Che la società debba provvedere per tutti pari condizioni di realizzazione personale é un valore che appartiene al fondamento stesso della democrazia. Il problema però, consiste nel chiedersi sulla base di quale concezione di legge si stia rivendicando questo diritto. Che la legge debba tutelare tutti i cittadini senza eccezioni, e dunque anche i diritti del ladro, non significa che essa debba riconoscere come legittimo il furto. Ciò che il legislatore é chiamato, in prima istanza, a difendere e a tener presente é il bene comune e la sua tutela.Quindi nel caso della coppia omosessuale ci si dovrà chiedere se un tale riconoscimento giuridico rappresenti o no la promozione di quel bene. La motivazione non dovrebbe dunque essere: é giusto, perché é legale, ma, piuttosto, é garantito dalla legge, perché é secondo giustizia e, in fondo, secondo rettitudine morale.

Nella lettura dei segni dei tempi che sia la Chiesa che il mondo laico devono fare secondo il proprio pensiero e punto di vista, sono chiamati tutti a stare attenti anche alla tematica del linguaggio. Probabilmente uno dei blocchi più pericolosi che alimenta le resistenze e un “possibile” accordo, sta nel linguaggio.
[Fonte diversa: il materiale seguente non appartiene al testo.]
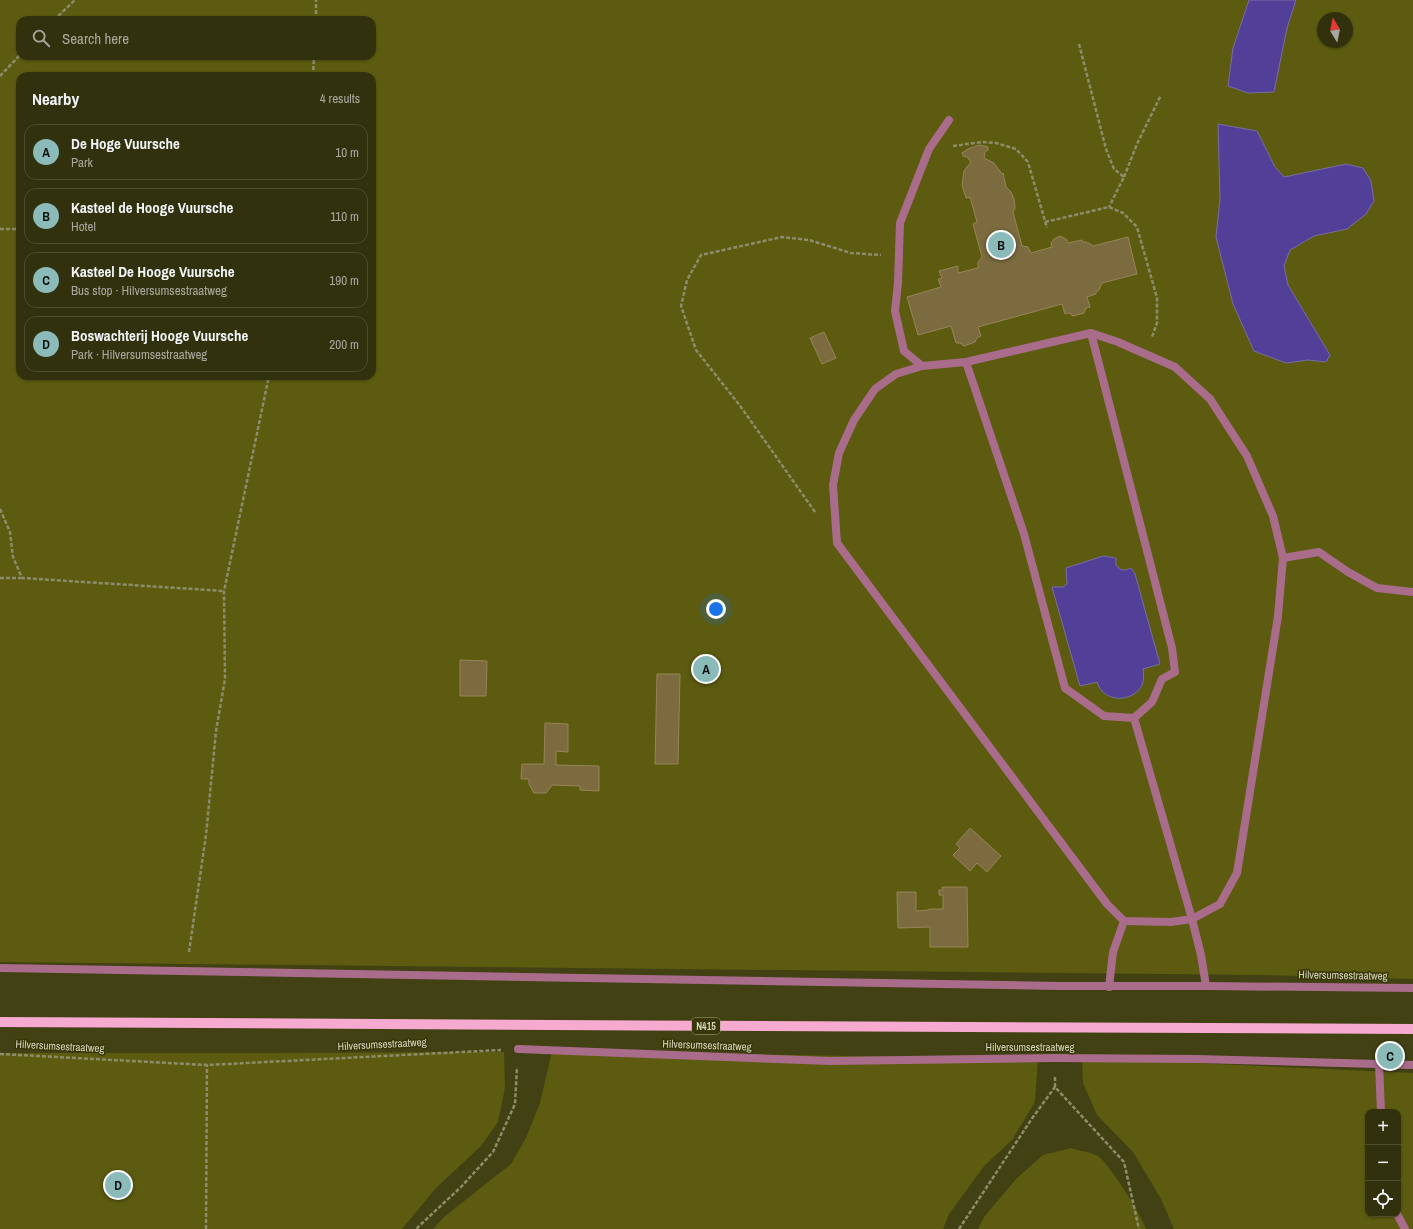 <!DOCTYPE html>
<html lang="en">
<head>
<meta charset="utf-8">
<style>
  body { margin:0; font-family:"Archivo Narrow",sans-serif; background:#3d3d1c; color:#f1f3f6 }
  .controls { position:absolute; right:12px; bottom:12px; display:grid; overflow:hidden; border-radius:8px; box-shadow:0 1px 3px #0004 }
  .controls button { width:36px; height:36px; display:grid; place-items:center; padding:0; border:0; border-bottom:1px solid #4c4c2e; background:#31310e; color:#f1f3f6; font:20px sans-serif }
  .compass { position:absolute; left:1317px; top:12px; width:36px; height:36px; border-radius:50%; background:#31310e; box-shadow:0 1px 3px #0004; rotate:350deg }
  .you { position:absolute; left:716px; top:609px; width:14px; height:14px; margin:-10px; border:3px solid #fff; border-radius:50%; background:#1a73e8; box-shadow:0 0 0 6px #1a73e833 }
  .badge { display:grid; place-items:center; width:26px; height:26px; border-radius:50%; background:#8bbbb9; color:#111; font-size:13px; font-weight:700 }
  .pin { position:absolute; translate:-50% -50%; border:2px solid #fff; box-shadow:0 1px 4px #0006 }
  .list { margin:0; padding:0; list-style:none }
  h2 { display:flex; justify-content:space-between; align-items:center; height:52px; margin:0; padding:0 16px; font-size:17px }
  h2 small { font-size:13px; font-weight:400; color:#a8a99e }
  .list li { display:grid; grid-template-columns:26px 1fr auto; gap:12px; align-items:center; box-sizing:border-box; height:56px; margin:0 8px 8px; padding:0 8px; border:1px solid #4c4c2e; border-radius:12px }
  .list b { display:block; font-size:15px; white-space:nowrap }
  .list p { margin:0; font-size:13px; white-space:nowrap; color:#a8a99e }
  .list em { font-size:13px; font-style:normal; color:#a8a99e }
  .icon { flex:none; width:22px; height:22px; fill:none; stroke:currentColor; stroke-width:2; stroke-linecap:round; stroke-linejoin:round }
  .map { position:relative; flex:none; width:1413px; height:1229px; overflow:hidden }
  .search { position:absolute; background:#31310e; box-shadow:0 1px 3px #0004; left:16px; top:16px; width:360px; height:44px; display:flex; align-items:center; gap:10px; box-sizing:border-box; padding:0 14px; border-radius:12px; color:#a8a99e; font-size:15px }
  .panel { position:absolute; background:#31310e; box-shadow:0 1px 3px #0004; left:16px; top:72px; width:360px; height:308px; border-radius:12px }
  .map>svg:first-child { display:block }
</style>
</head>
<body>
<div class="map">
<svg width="1413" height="1229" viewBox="0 0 1413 1229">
  <rect width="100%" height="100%" fill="#414113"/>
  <g fill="#5c5b10" fill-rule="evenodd">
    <path d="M 0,0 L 1413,0 L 1413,979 L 1261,975 L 0,962 ZM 1323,18 L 1347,18 L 1347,42 L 1323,42 ZM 20,20 L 372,20 L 372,56 L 20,56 ZM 20,76 L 372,76 L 372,376 L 20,376 Z"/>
    <polygon points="552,1051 1038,1059 1035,1102 1012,1140 985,1165 949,1214 943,1229 433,1229 444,1217 511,1164 526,1138 540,1103"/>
    <polygon points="504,1052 505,1088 498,1122 481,1146 436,1188 402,1229 0,1229 0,1053 261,1053"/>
    <path d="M 1082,1060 L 1128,1060 L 1413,1073 L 1413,1229 L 1174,1229 L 1161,1199 L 1133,1152 L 1097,1115 L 1083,1083 ZM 1368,1112 L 1398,1112 L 1398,1214 L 1368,1214 Z"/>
    <path d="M 1071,1148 C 1079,1151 1091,1152 1098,1156 C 1108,1162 1143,1217 1146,1229 L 978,1229 L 984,1217 L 1017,1178 L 1043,1155 Z"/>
  </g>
  <g fill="#524098" stroke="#796da3">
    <polygon points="1249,0 1296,0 1287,28 1274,92 1248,93 1228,86 1233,48"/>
    <polygon points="1218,124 1257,131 1275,167 1284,177 1346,164 1363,168 1371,181 1374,201 1366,214 1347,229 1314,236 1290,250 1284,266 1288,285 1330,355 1326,362 1308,360 1286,363 1254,351 1233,304 1216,237 1220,199"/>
    <path d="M 1103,556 L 1116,558 L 1116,565 C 1121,571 1124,571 1131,568 L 1135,574 L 1160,664 L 1143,669 C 1144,675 1144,679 1142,685 C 1135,700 1112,703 1101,690 C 1099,688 1098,684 1097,682 L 1080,686 L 1052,587 L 1063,587 L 1067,584 L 1066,568 Z"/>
  </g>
  <g fill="#7c6b3f" stroke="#978558">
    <polygon points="979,145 988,147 988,150 985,152 984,158 994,163 1002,174 1003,173 1006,187 1011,192 1014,199 1015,208 1013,212 1022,246 1028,247 1031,253 1052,247 1051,243 1054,239 1060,236 1066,239 1068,243 1082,240 1083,242 1087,242 1093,246 1128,237 1137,274 1102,283 1099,290 1096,292 1096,294 1087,297 1090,307 1086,308 1084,313 1073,316 1069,313 1065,314 1062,304 978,327 981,336 977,338 975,342 964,346 960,343 956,343 951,326 918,335 907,297 941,287 938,279 942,278 939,271 958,266 958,273 978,268 978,262 982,257 973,224 977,222 970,197 966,198 962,185 964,171 971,162 967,157 963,156 962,153 968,149"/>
    <polygon points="824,332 836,358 822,364 810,338"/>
    <polygon points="460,660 487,661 486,696 460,696"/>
    <polygon points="657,674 680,674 678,764 655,764"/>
    <polygon points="545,723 568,724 568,752 556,751 556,765 599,766 599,791 580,790 580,786 552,785 546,793 534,793 529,784 529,779 521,779 522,764 544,764"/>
    <polygon points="970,828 1001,856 987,872 977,863 970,871 953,855 960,848 956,844"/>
    <polygon points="942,887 967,887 968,947 930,947 930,927 898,928 897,892 916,892 916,911 929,910 929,909 943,909 943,895 939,895 939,890 943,890"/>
  </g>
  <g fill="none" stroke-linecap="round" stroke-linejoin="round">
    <g stroke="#8d8d6b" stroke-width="2.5" stroke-dasharray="4 2" stroke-linecap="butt">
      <polyline points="54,20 75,0"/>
      <polyline points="316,20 316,0"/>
      <polyline points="1079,44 1106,149 1114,169 1124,177 1109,207"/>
      <polyline points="0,76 20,55"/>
      <polyline points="313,76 314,56"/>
      <polyline points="953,146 982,142 996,143 1016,149 1028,162 1047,228"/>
      <polyline points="1124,177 1137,144 1161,95"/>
      <polyline points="1045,222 1109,207 1123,213 1137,227 1157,298 1157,323 1152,337"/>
      <polyline points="0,229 20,229"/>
      <polyline points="0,509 10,532 13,557 22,578 224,591"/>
      <polyline points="815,512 741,407 696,350 681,306 687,280 701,255 782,237 809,240 851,253 881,255"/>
      <polyline points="0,578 21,578"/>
      <polyline points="189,952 206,835 216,731 225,679 224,591 269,376"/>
      <polyline points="0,1054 207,1065 501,1050"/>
      <polyline points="1055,1077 1055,1087 1124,1162 1139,1229"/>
      <polyline points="206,1229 207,1065"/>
      <polyline points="417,1229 418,1227 461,1187 493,1152 515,1104 517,1067"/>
      <polyline points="959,1229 1033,1117 1055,1087"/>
    </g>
    <g stroke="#aa6c8b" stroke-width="8">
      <polygon points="1091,333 1118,342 1175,367 1210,399 1247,456 1273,516 1283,558 1278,616 1237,873 1220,904 1192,919 1171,922 1124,921 1107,904 837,543 833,485 839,453 854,420 875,389 896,374 922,366 966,362"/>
      <polyline points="1091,333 1172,648 1175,672 1162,679 1152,702 1134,718 1192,919 1201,955 1206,986"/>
      <polyline points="966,362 1024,534 1065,688 1104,716 1134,718"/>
      <polyline points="922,366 904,351 895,311 898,283 900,223 929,149 949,120"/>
      <polyline points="1283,558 1319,552 1348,572 1377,588 1413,592"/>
      <polyline points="1109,987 1113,952 1124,921"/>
      <polyline points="1379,1064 1381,1112"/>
      <polyline points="1397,1214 1405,1229"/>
    </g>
    <g stroke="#aa6c8b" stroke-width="8">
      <polyline points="0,968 1059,986 1206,986 1413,988"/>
      <polyline points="518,1049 830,1061 1053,1058 1197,1059 1413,1065"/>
    </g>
    <path stroke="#f6aacf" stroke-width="10" d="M 0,1022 C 471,1023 942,1029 1413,1029"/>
  </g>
  <g text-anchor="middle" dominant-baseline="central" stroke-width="3" stroke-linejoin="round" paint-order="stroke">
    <rect fill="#373606" stroke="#a6a687" stroke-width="1" x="692" y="1018" width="28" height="16" rx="3"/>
    <g font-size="10" font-weight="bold" fill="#d5d6be">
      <text x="706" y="1026">N415</text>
    </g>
    <g font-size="11" fill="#d5d6be" stroke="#373606">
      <text transform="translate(1343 975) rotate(1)">Hilversumsestraatweg</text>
      <text transform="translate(382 1044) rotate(-3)">Hilversumsestraatweg</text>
      <text transform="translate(707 1045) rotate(2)">Hilversumsestraatweg</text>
      <text transform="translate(60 1046) rotate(3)">Hilversumsestraatweg</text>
      <text x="1030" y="1047">Hilversumsestraatweg</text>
    </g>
  </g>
</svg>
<div class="controls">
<button>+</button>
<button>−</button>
<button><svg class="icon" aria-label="locate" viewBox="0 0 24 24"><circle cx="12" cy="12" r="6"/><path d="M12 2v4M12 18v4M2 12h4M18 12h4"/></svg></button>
</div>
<svg class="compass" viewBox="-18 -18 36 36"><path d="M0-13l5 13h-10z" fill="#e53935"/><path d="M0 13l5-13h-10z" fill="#a8a99e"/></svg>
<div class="you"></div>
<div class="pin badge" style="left:706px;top:669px">A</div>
<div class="pin badge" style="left:1001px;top:245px">B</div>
<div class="pin badge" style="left:1390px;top:1056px">C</div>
<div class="pin badge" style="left:118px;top:1185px">D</div>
<div class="search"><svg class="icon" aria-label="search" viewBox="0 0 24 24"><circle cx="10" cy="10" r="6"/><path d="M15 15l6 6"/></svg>Search here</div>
<section class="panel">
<h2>Nearby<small>4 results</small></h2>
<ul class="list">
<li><span class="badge">A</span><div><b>De Hoge Vuursche</b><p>Park</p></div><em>10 m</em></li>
<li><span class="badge">B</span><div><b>Kasteel de Hooge Vuursche</b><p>Hotel</p></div><em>110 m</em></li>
<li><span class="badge">C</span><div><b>Kasteel De Hooge Vuursche</b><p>Bus stop · Hilversumsestraatweg</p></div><em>190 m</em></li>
<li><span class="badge">D</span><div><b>Boswachterij Hooge Vuursche</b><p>Park · Hilversumsestraatweg</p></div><em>200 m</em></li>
</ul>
</section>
</div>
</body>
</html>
Se, con buona volontà, le parti in causa avessero la pazienza e la disponibilità di stabilire un linguaggio condiviso per indicare delle realtà esistenti e che nessuno può negare, con delle formule e delle definizioni condivise, le difficoltà si scioglierebbero e si potrebbe realizzare quel qualcosa che la storia ha già realizzato nella realtà.

                                           P. Vincenzo Toscano s.J.

 

 

 

Bibliografia:

  • Morale sessuale, Cataldo Zuccaro, EDB, 1997.
  • Io vi dichiaro marito e marito, Francesco D’Agostino-Giannino Piana, San Paolo, 2013.
  • La famiglia e il futuro, Tutti i documenti del Sinodo straordinario 2014, a cura di Antonio Spadaro, Ancora-La Civiltà Cattolica, 2014.
  • La famiglia oltre il miraggio, Tutti i documenti del Sinodo ordinario 2015, a cura di Antonio Spadaro, Ancora-La Civiltà Cattolica, 2015.
  • Il Catechismo della Chiesa cattolica, Libreria Editrice Vaticana, 1992.